Police questioning the terrorist’s family

Police have begun questioning the relatives of the first terrorist to be identified after the attacks in Paris that left 129 people dead, French media reported as the investigation into the attacks widened to take in three other European countries.

The father and brother of Omar Ismail Mostefai, one of the seven jihadis killed in the deadliest attacks on French soil since the second world war, were among those being held, a judicial source confirmed.

Islamic State has claimed responsibility for the assaults.

French prosecutors said three coordinated teams, identically armed with Kalashnikov automatic rifles and explosive suicide vests, carried out the assaults using two cars registered in Belgium, where six people – including three French nationals, one allegedly involved in the attacks – were arrested on Saturday.

Announcing three days of national mourning and a national state of emergency, President François Hollande called the coordinated assault – “prepared, organised and planned overseas, with help from inside” – an “act of war” that must be countered “mercilessly”.

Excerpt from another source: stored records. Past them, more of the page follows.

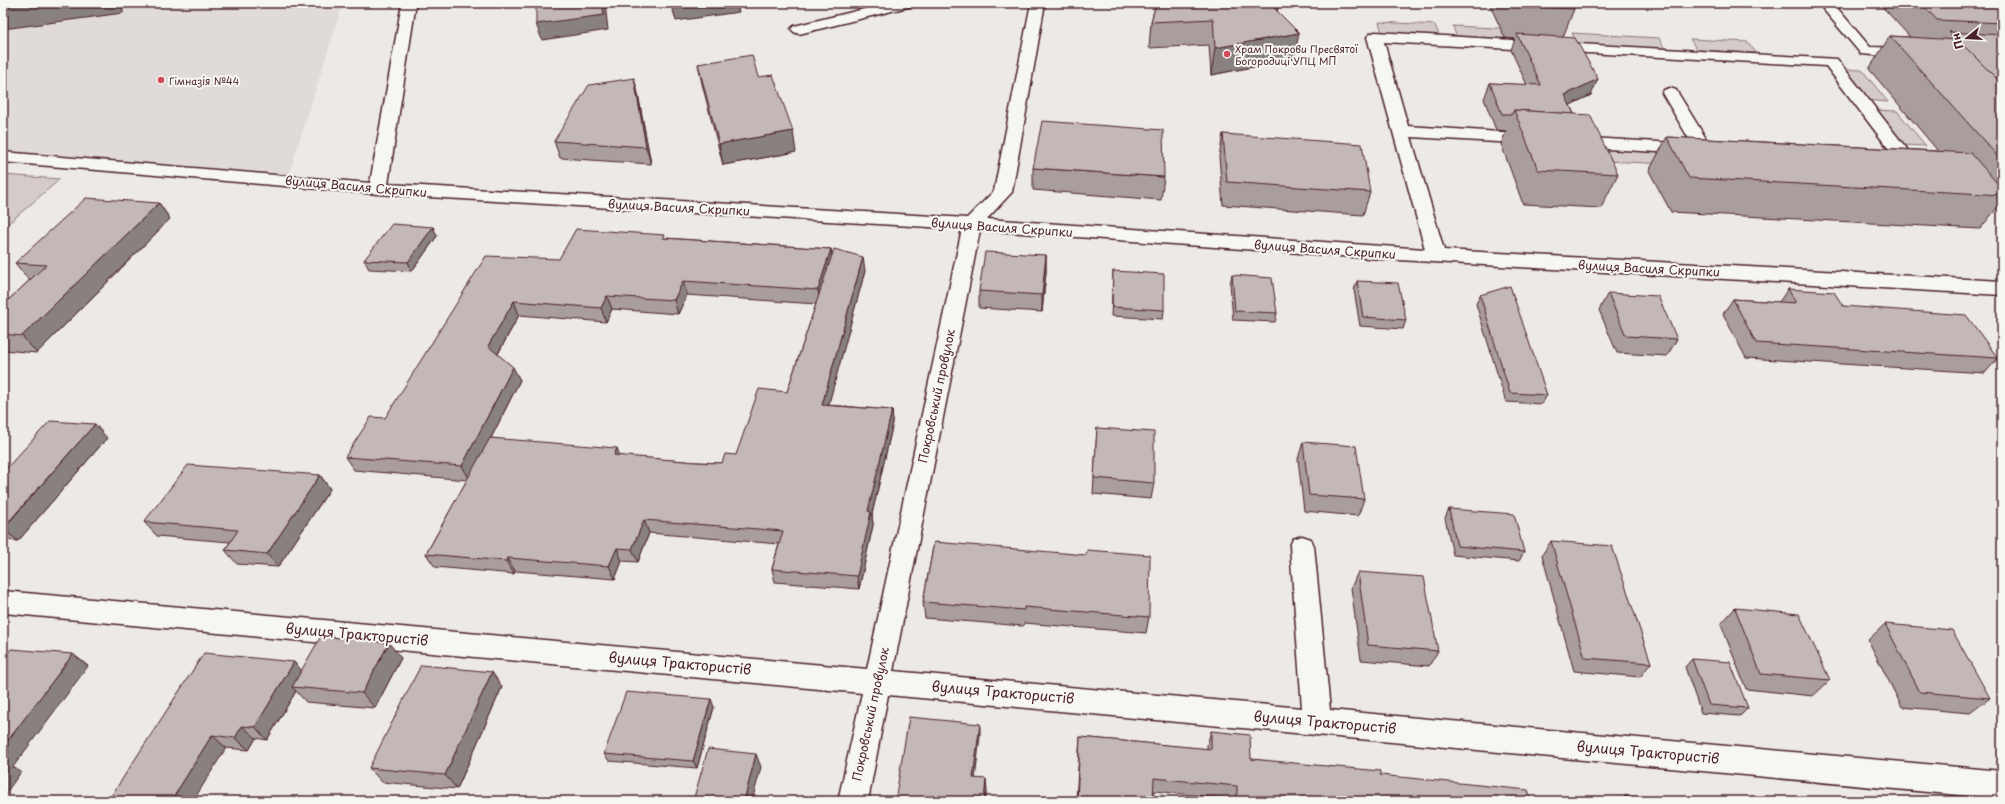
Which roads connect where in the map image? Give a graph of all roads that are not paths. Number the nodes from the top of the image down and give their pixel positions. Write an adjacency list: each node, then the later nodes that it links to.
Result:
1 (409, 3): 12 (street)
2 (908, 3): 5 (street)
3 (1038, 3): 13 (street)
4 (1824, 3): 7 (street)
5 (799, 29)
6 (1922, 54): 7 (street)
7 (1848, 56): 9 (street); 11 (street)
8 (1670, 93): 9 (street)
9 (1401, 131): 14 (street)
10 (3, 157): 12 (street, вулиця Василя Скрипки)
11 (1877, 160)
12 (378, 189): 13 (street, вулиця Василя Скрипки)
13 (972, 224): 14 (street, вулиця Василя Скрипки); 18 (street, Покровський провулок)
14 (1436, 256): 15 (street, вулиця Василя Скрипки)
15 (2002, 288)
16 (1302, 546): 19 (street)
17 (3, 602): 18 (street, вулиця Трактористів)
18 (877, 681): 19 (street, вулиця Трактористів); 21 (street, Покровський провулок)
19 (1317, 722): 20 (street, вулиця Трактористів)
20 (2002, 785)
21 (852, 801)

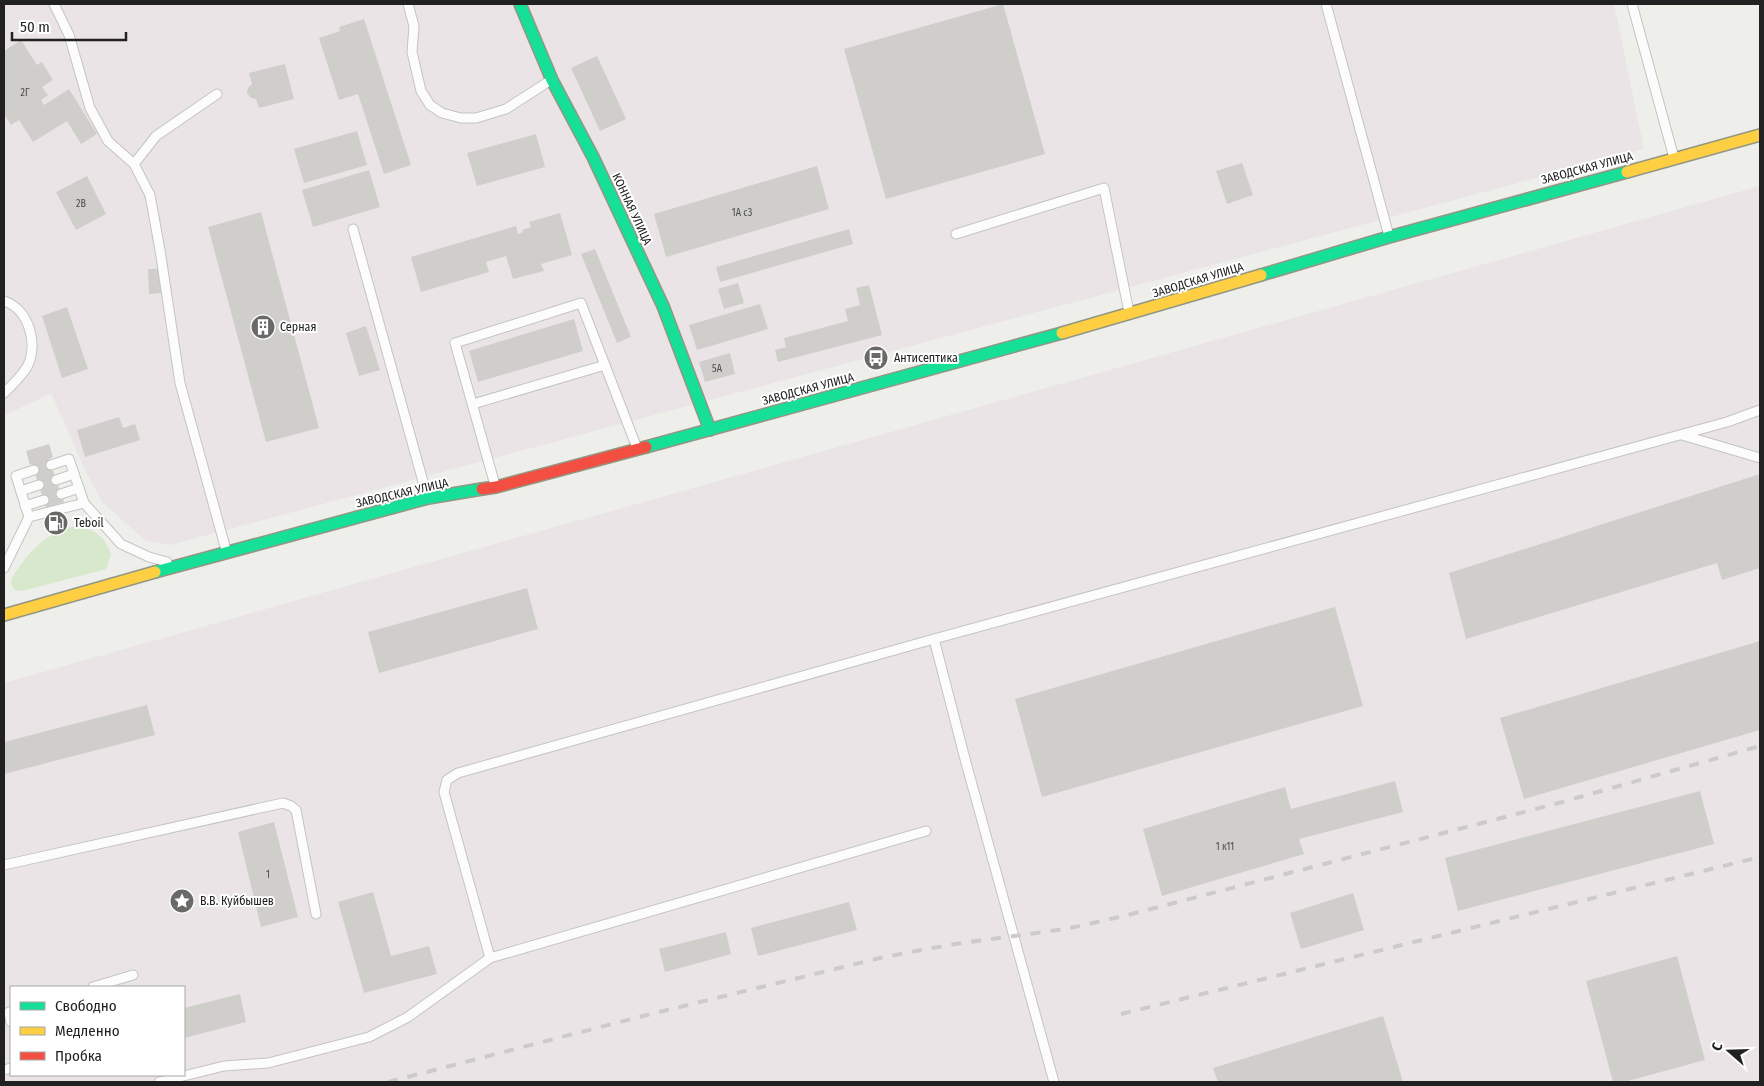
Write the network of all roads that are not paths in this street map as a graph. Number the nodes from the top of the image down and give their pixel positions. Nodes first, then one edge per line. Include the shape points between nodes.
1 (54, 4) edge
2 (408, 4) edge
3 (520, 4) edge
4 (1326, 4) edge
5 (1632, 4) edge
6 (552, 80) junction
7 (217, 94) dead end
8 (1760, 135) edge
9 (1674, 158) junction
10 (134, 164) junction
11 (353, 229) dead end
12 (956, 234) dead end
13 (1389, 237) junction
14 (4, 302) edge
15 (1130, 314) junction
16 (605, 365) junction
17 (4, 393) edge
18 (472, 404) junction
19 (1760, 410) edge
20 (710, 430) junction
21 (1682, 435) junction
22 (638, 450) junction
23 (1760, 458) edge
24 (51, 464) dead end
25 (34, 470) dead end
26 (74, 474) junction
27 (56, 480) dead end
28 (39, 485) dead end
29 (496, 487) junction
30 (78, 488) junction
31 (21, 491) junction
32 (61, 494) dead end
33 (428, 498) junction
34 (44, 500) dead end
35 (84, 504) junction
36 (25, 506) junction
37 (29, 518) junction
38 (227, 552) junction
39 (179, 565) junction
40 (4, 568) edge
41 (4, 615) edge
42 (934, 639) junction
43 (926, 831) dead end
44 (4, 865) edge
45 (316, 914) dead end
46 (490, 958) junction
47 (133, 976) dead end
48 (97, 986) edge
49 (183, 1076) edge
50 (185, 1076) edge
51 (159, 1082) edge
52 (1054, 1082) edge

1 - 10 lane via 69,35 90,108 108,141
2 - 6 lane via 414,26 412,52 421,91 430,105 442,113 476,118 506,109
3 - 6 street, КОННАЯ УЛИЦА
4 - 13 lane
5 - 9 lane
6 - 20 street, КОННАЯ УЛИЦА via 593,157 663,306
7 - 10 lane via 156,136
8 - 9 street, ЗАВОДСКАЯ УЛИЦА
9 - 13 street, ЗАВОДСКАЯ УЛИЦА
10 - 38 lane via 150,195 180,383
11 - 33 lane
12 - 15 lane via 1104,188
13 - 15 street, ЗАВОДСКАЯ УЛИЦА
14 - 17 lane via 19,311 29,326 31,345 27,367
15 - 20 street, ЗАВОДСКАЯ УЛИЦА
16 - 18 lane
16 - 18 lane via 581,303 455,343
16 - 22 lane
18 - 29 lane
19 - 21 lane
20 - 22 street, ЗАВОДСКАЯ УЛИЦА
21 - 23 lane
21 - 42 lane
22 - 29 street, ЗАВОДСКАЯ УЛИЦА
24 - 26 lane via 69,459
25 - 31 lane via 16,476
26 - 27 lane
26 - 30 lane
28 - 31 lane
29 - 33 street, ЗАВОДСКАЯ УЛИЦА
30 - 32 lane
30 - 35 lane
31 - 36 lane
33 - 38 street, ЗАВОДСКАЯ УЛИЦА
34 - 36 lane
35 - 37 lane
35 - 39 lane via 121,544 149,557
36 - 37 lane
37 - 40 lane
38 - 39 street, ЗАВОДСКАЯ УЛИЦА
39 - 41 street, ЗАВОДСКАЯ УЛИЦА
42 - 46 lane via 458,773 447,780 444,792
42 - 52 lane
43 - 46 lane
44 - 45 lane via 283,803 296,810
46 - 50 lane via 408,1017 369,1037 268,1063 224,1066
47 - 48 lane
49 - 51 lane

Mostefai, 29, was identified by his severed finger, which was found among the wreckage of the Bataclan concert hall, where three militants blew themselves up in the first suicide bombings on French soil late on Friday as security forces stormed the building.

At least 89 people died at the popular rock venue in the deadliest of six separate attacks, Europe’s worst since the 1994 Madrid bombings, which left 191 people dead.